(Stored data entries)
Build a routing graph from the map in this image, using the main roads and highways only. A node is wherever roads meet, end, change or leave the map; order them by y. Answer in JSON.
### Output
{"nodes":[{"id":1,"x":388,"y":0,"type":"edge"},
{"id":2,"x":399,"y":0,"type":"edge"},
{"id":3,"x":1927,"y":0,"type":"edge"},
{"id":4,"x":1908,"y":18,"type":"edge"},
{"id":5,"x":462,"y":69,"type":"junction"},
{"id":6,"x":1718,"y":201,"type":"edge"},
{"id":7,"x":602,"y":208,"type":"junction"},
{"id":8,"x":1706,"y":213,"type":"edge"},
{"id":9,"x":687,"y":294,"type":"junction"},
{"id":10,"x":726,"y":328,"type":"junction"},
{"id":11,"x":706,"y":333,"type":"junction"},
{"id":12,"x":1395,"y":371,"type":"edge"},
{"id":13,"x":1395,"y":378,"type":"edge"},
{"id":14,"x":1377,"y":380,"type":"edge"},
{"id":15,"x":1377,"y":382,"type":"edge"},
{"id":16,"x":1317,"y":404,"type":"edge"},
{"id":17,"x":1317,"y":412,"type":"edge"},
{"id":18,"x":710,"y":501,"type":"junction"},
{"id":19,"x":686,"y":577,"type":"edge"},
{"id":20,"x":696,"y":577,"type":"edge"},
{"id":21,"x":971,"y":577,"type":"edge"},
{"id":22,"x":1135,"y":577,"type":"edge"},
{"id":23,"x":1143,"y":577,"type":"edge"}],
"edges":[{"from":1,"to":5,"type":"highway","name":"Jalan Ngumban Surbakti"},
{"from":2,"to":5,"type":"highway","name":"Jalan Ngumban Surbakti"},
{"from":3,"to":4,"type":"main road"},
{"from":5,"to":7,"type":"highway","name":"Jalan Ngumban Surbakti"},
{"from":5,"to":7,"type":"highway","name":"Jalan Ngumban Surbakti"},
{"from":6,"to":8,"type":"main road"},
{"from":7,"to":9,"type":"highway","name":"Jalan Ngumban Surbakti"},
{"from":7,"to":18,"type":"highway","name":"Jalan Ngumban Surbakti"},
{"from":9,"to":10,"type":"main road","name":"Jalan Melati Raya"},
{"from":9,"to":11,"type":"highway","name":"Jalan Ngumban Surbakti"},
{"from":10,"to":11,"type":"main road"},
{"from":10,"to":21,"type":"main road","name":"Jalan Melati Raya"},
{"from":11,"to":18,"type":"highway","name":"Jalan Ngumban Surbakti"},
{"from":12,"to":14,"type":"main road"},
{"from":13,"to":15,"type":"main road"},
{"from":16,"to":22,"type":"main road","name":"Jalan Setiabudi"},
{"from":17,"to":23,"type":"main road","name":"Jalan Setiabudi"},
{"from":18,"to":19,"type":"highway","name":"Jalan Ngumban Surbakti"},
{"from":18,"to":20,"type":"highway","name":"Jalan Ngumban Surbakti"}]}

- WHAT THE TASK ASKS: Display each line of the data where "Melati" occurs.

- ANSWER SECTION:
{"from":9,"to":10,"type":"main road","name":"Jalan Melati Raya"},
{"from":10,"to":21,"type":"main road","name":"Jalan Melati Raya"},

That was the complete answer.